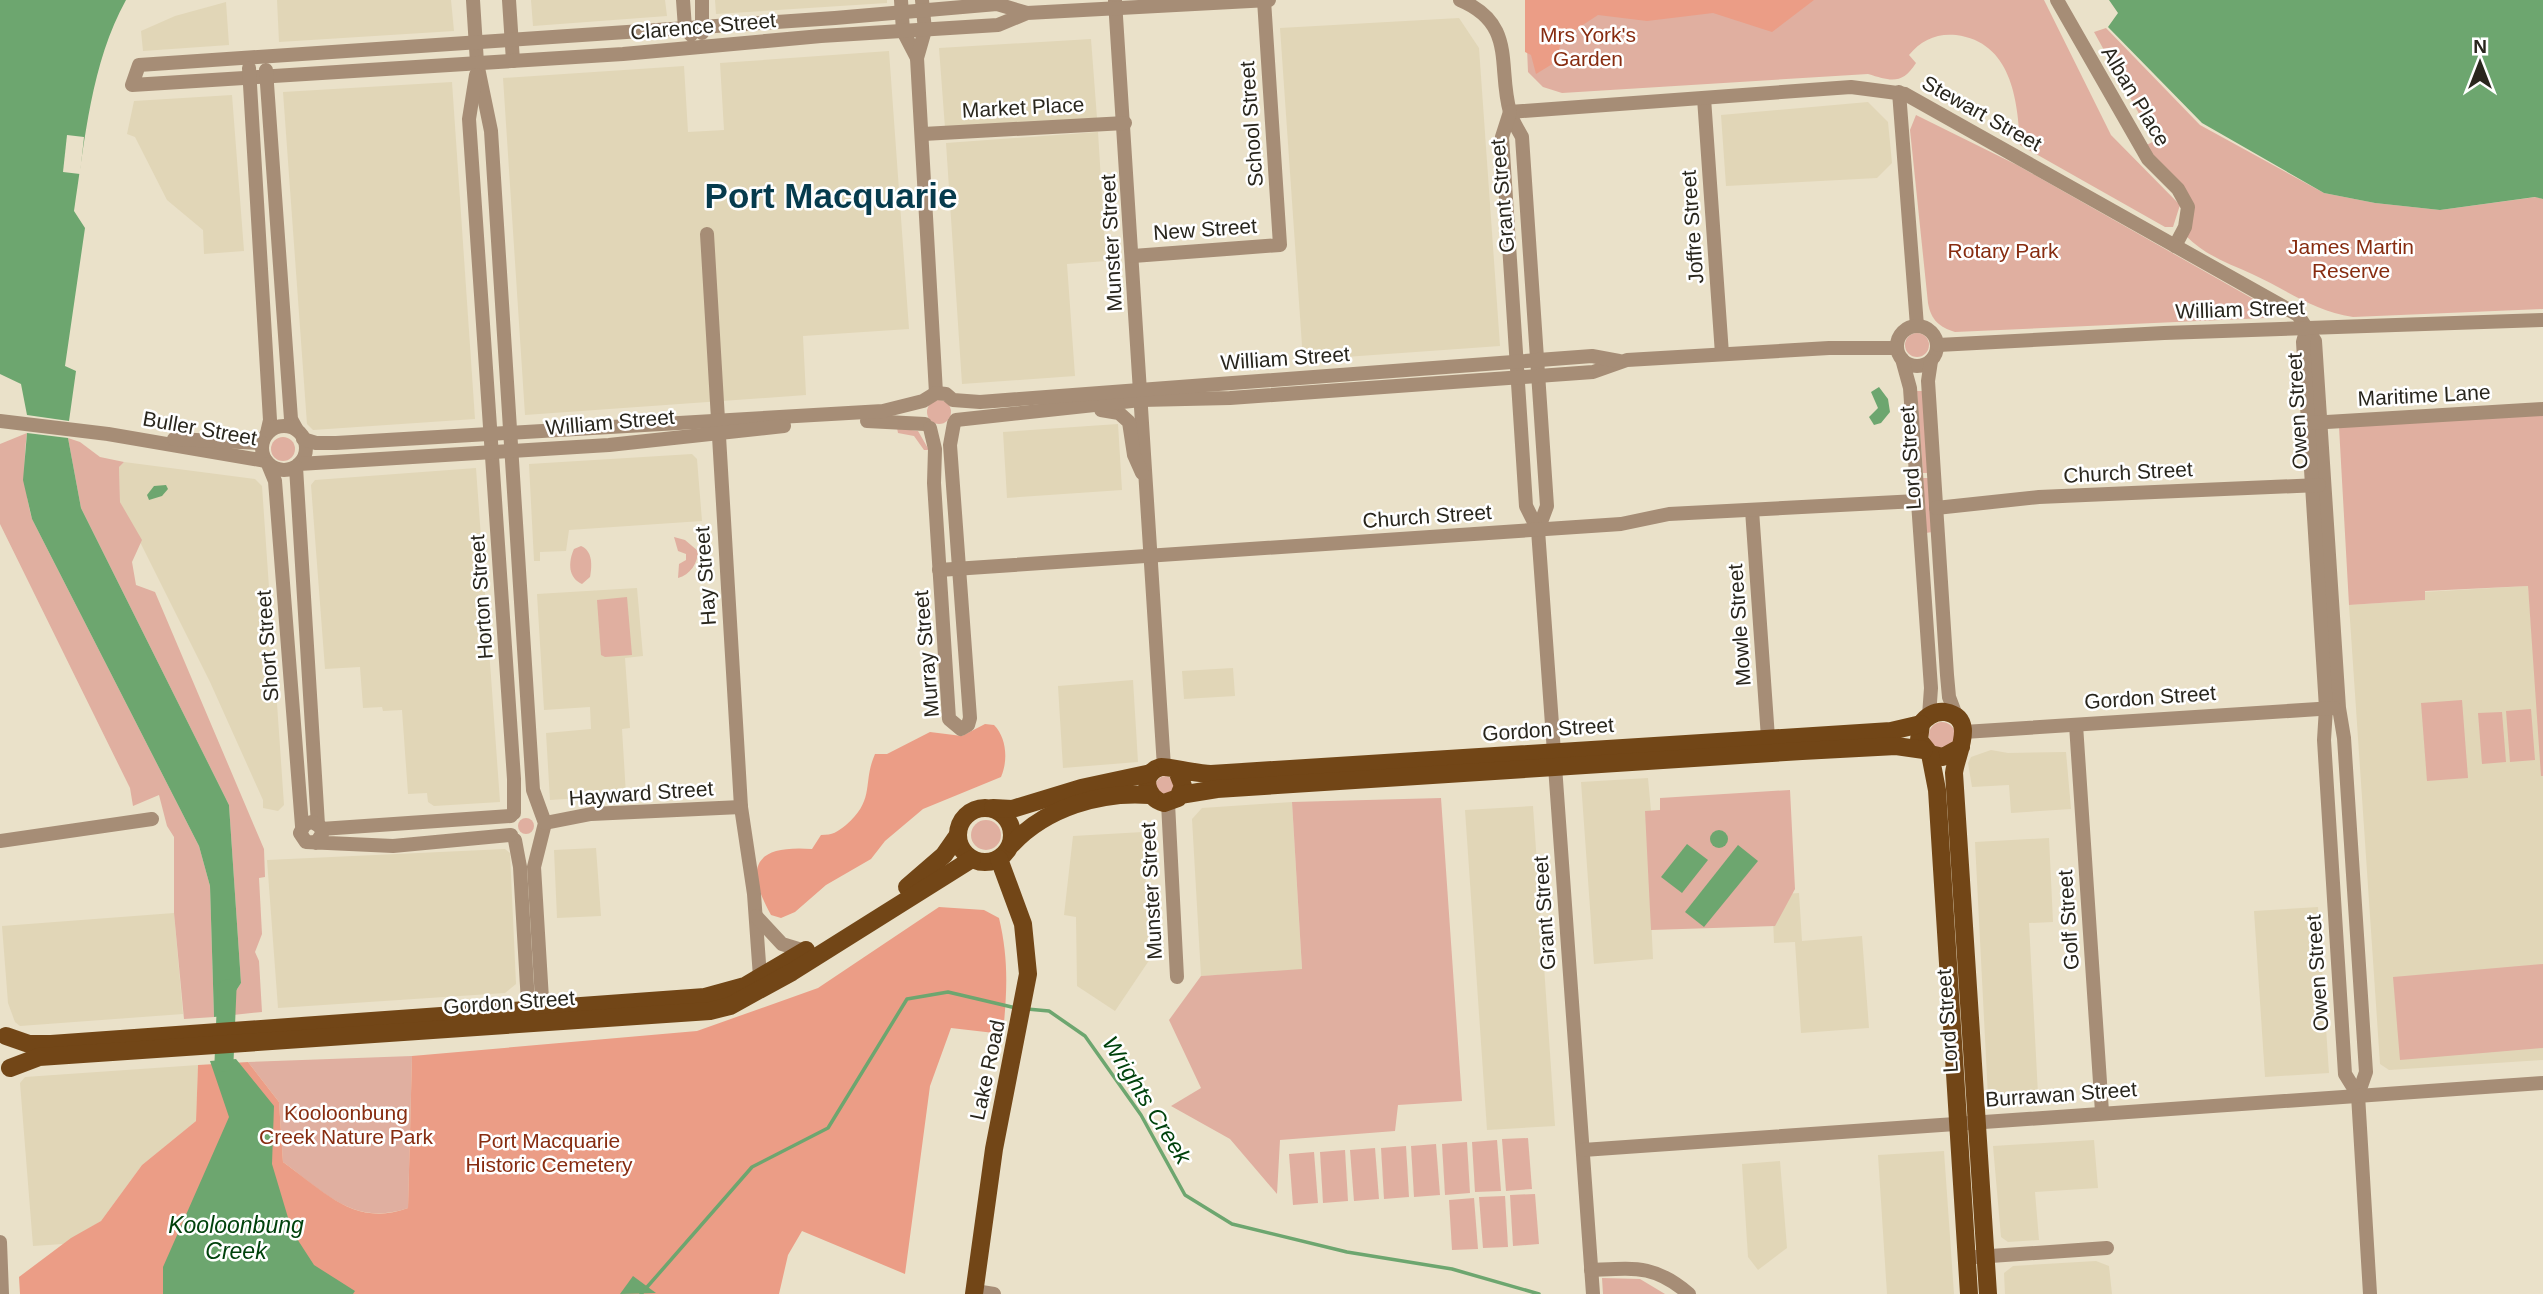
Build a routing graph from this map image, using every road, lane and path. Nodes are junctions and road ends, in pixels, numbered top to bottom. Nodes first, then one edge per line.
1 (473, 0) edge
2 (509, 0) edge
3 (683, 0) edge
4 (702, 0) edge
5 (1264, 0) edge
6 (1269, 0) edge
7 (1460, 0) edge
8 (2057, 0) edge
9 (1116, 4) edge
10 (923, 5) edge
11 (901, 6) edge
12 (1027, 13) junction
13 (704, 27) junction
14 (685, 28) junction
15 (925, 30) junction
16 (903, 31) junction
17 (547, 38) junction
18 (512, 41) junction
19 (476, 43) junction
20 (428, 47) junction
21 (699, 47) junction
22 (298, 55) junction
23 (265, 57) junction
24 (247, 58) junction
25 (917, 58) junction
26 (548, 59) junction
27 (513, 61) junction
28 (477, 63) junction
29 (429, 66) junction
30 (300, 75) junction
31 (267, 77) junction
32 (250, 78) junction
33 (1899, 92) junction
34 (1704, 98) junction
35 (1510, 113) junction
36 (1125, 123) junction
37 (251, 125) junction
38 (270, 125) junction
39 (470, 131) junction
40 (491, 131) junction
41 (923, 134) junction
42 (707, 234) dead end
43 (1280, 245) joint
44 (2175, 246) junction
45 (1133, 256) junction
46 (2543, 320) edge
47 (1917, 326) junction
48 (2307, 328) junction
49 (1938, 345) junction
50 (1722, 354) junction
51 (1899, 354) junction
52 (1536, 360) junction
53 (1619, 361) junction
54 (1931, 361) junction
55 (1516, 362) junction
56 (1537, 377) junction
57 (487, 378) junction
58 (508, 378) junction
59 (1517, 378) junction
60 (936, 393) junction
61 (1141, 396) junction
62 (953, 400) junction
63 (923, 401) junction
64 (1082, 407) junction
65 (2543, 409) edge
66 (0, 421) edge
67 (955, 422) junction
68 (2313, 422) junction
69 (718, 426) junction
70 (927, 426) junction
71 (565, 427) junction
72 (511, 430) junction
73 (490, 432) junction
74 (300, 435) junction
75 (128, 437) junction
76 (265, 438) junction
77 (567, 447) junction
78 (512, 451) junction
79 (492, 453) junction
80 (267, 462) junction
81 (298, 465) junction
82 (1146, 484) junction
83 (2317, 485) junction
84 (516, 501) junction
85 (1917, 501) junction
86 (496, 503) junction
87 (1936, 508) junction
88 (1752, 510) junction
89 (1538, 530) junction
90 (299, 535) junction
91 (280, 537) junction
92 (1151, 555) junction
93 (960, 569) junction
94 (939, 570) junction
95 (2332, 708) junction
96 (1925, 720) junction
97 (2076, 725) junction
98 (1961, 732) junction
99 (1768, 738) junction
100 (1927, 752) junction
101 (1555, 760) junction
102 (1164, 770) junction
103 (1150, 795) junction
104 (1174, 799) junction
105 (2348, 801) junction
106 (2328, 803) junction
107 (741, 807) junction
108 (990, 808) junction
109 (512, 815) junction
110 (542, 817) junction
111 (152, 819) dead end
112 (318, 832) junction
113 (958, 835) junction
114 (513, 838) junction
115 (541, 838) junction
116 (0, 841) edge
117 (1012, 844) junction
118 (972, 859) junction
119 (999, 859) junction
120 (756, 916) junction
121 (805, 951) junction
122 (760, 977) junction
123 (1177, 977) dead end
124 (536, 1016) junction
125 (2, 1033) edge
126 (210, 1038) junction
127 (3, 1073) edge
128 (2543, 1083) edge
129 (2358, 1095) junction
130 (2102, 1112) junction
131 (1967, 1122) junction
132 (1583, 1150) junction
133 (0, 1242) edge
134 (2107, 1248) dead end
135 (0, 1255) edge
136 (1976, 1257) junction
137 (1591, 1270) junction
138 (1, 1287) edge
139 (974, 1292) edge
140 (994, 1294) edge
141 (1593, 1294) edge
142 (1689, 1294) edge
143 (1969, 1294) edge
144 (1987, 1294) edge
145 (2370, 1294) edge

1 - 19 street, Horton Street
2 - 18 street
3 - 14 street
4 - 13 street
5 - 6 street, Clarence Street
5 - 9 street, Clarence Street
5 - 43 street, School Street
7 - 35 street
8 - 44 street, Alban Place
9 - 12 street, Clarence Street
9 - 36 street, Munster Street
10 - 11 street, Clarence Street
10 - 12 street, Clarence Street
10 - 15 street
11 - 13 street, Clarence Street
11 - 16 street
12 - 15 street, Clarence Street
13 - 14 street, Clarence Street
13 - 21 street
14 - 17 street, Clarence Street
14 - 21 street
15 - 16 street, Clarence Street
15 - 25 street
16 - 21 street, Clarence Street
16 - 25 street
17 - 18 street, Clarence Street
17 - 26 street
18 - 19 street, Clarence Street
18 - 27 street
19 - 20 street, Clarence Street
19 - 28 street, Horton Street
20 - 22 street, Clarence Street
20 - 29 street
21 - 26 street, Clarence Street
22 - 23 street, Clarence Street
22 - 30 street
23 - 24 street, Clarence Street
23 - 31 street
24 - 32 street
24 - 32 street, Clarence Street
25 - 41 street
26 - 27 street, Clarence Street
27 - 28 street, Clarence Street
28 - 29 street, Clarence Street
28 - 39 street, Horton Street
28 - 40 street, Horton Street
29 - 30 street, Clarence Street
30 - 31 street, Clarence Street
31 - 32 street, Clarence Street
31 - 38 street
32 - 37 street
33 - 34 street, Stewart Street
33 - 44 street, Stewart Street
33 - 47 street
34 - 35 street, Stewart Street
34 - 50 street, Joffre Street
35 - 52 street, Grant Street
35 - 55 street, Grant Street
36 - 41 street, Market Place
36 - 45 street, Munster Street
37 - 38 street
37 - 76 street
38 - 74 street
39 - 40 street
39 - 57 street, Horton Street
40 - 58 street, Horton Street
41 - 60 street
42 - 69 street, Hay Street
43 - 45 street, New Street
44 - 48 street, Stewart Street
45 - 61 street, Munster Street
46 - 48 street, William Street
47 - 49 street
47 - 51 street
48 - 49 street, William Street
48 - 68 street, Owen Street
49 - 54 street, Lord Street
50 - 51 street, William Street
50 - 53 street, William Street
51 - 54 street
51 - 85 street, Lord Street
52 - 53 street, William Street
52 - 55 street, William Street
52 - 56 street, Grant Street
53 - 56 street, William Street
54 - 87 street, Lord Street
55 - 59 street, Grant Street
55 - 61 street, William Street
56 - 59 street, William Street
56 - 89 street, Grant Street
57 - 58 street
57 - 73 street, Horton Street
58 - 72 street, Horton Street
59 - 61 street, William Street
59 - 89 street, Grant Street
60 - 62 street, William Street
60 - 63 street, William Street
61 - 62 street, William Street
61 - 64 street, William Street
61 - 82 street, Munster Street
62 - 67 street
63 - 69 street, William Street
63 - 70 street
64 - 67 street, William Street
64 - 82 street, Munster Street
65 - 68 street, Maritime Lane
66 - 75 street, Buller Street
67 - 70 street, William Street
67 - 93 street, Murray Street
68 - 83 street, Owen Street
69 - 70 street, William Street
69 - 71 street, William Street
69 - 77 street, William Street
69 - 107 street, Hay Street
70 - 94 street, Murray Street
71 - 72 street, William Street
71 - 77 street
72 - 73 street, William Street
72 - 78 street, Horton Street
73 - 74 street, William Street
73 - 79 street, Horton Street
74 - 76 street
74 - 81 street
75 - 76 street, Buller Street
75 - 80 street, Buller Street
76 - 80 street
77 - 78 street, William Street
78 - 79 street, William Street
78 - 84 street, Horton Street
79 - 81 street, William Street
79 - 86 street, Horton Street
80 - 81 street
80 - 91 street, Short Street
81 - 90 street, Short Street
82 - 92 street, Munster Street
83 - 87 street, Church Street
83 - 95 street, Owen Street
84 - 86 street
84 - 110 street, Horton Street
85 - 88 street, Church Street
85 - 96 street, Lord Street
86 - 109 street, Horton Street
87 - 98 street, Lord Street
88 - 89 street, Church Street
88 - 99 street, Mowle Street
89 - 92 street, Church Street
89 - 101 street, Grant Street
90 - 91 street
90 - 112 street, Short Street
91 - 112 street, Short Street
92 - 93 street, Church Street
92 - 102 street, Munster Street
93 - 94 street, Church Street
93 - 94 street, Murray Street
95 - 97 street, Gordon Street
95 - 105 street, Owen Street
95 - 106 street, Owen Street
96 - 98 main road
96 - 99 main road, Gordon Street
96 - 100 main road
97 - 98 street, Gordon Street
97 - 130 street, Golf Street
98 - 100 main road
98 - 131 main road, Lord Street
99 - 101 main road, Gordon Street
100 - 101 main road, Gordon Street
100 - 131 main road, Lord Street
101 - 102 main road, Gordon Street
101 - 104 main road, Gordon Street
101 - 132 street, Grant Street
102 - 103 main road
102 - 104 main road
102 - 108 main road, Gordon Street
103 - 104 main road
103 - 117 main road
104 - 123 street, Munster Street
105 - 106 street
105 - 129 street, Owen Street
106 - 129 street, Owen Street
107 - 110 street, Hayward Street
107 - 120 street, Hay Street
108 - 113 main road
108 - 117 main road
109 - 110 street
109 - 112 street
109 - 114 street
110 - 115 street
111 - 116 street
112 - 114 street
113 - 118 main road
113 - 121 main road, Gordon Street
114 - 115 street
114 - 124 street
115 - 124 street
117 - 119 main road
118 - 119 main road
118 - 124 main road, Gordon Street
119 - 139 main road, Lake Road
120 - 121 street
120 - 122 street, Hay Street
121 - 122 main road, Gordon Street
122 - 124 main road, Gordon Street
124 - 126 main road, Gordon Street
125 - 126 main road, Gordon Street
125 - 127 main road
126 - 127 main road, Gordon Street
128 - 129 street, Burrawan Street
129 - 130 street, Burrawan Street
129 - 145 street, Owen Street
130 - 131 street, Burrawan Street
131 - 132 street, Burrawan Street
131 - 136 main road, Lord Street
132 - 137 street, Grant Street
133 - 135 street
134 - 136 street
135 - 138 street
136 - 143 main road, Lord Street
136 - 144 main road, Lord Street
137 - 141 street, Grant Street
137 - 142 street
139 - 140 street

### INSTRUCTIONS TO FOLLOW
If a line in the entries above contains "Stewart", report it.

### ANSWER SECTION
33 - 34 street, Stewart Street
33 - 44 street, Stewart Street
34 - 35 street, Stewart Street
44 - 48 street, Stewart Street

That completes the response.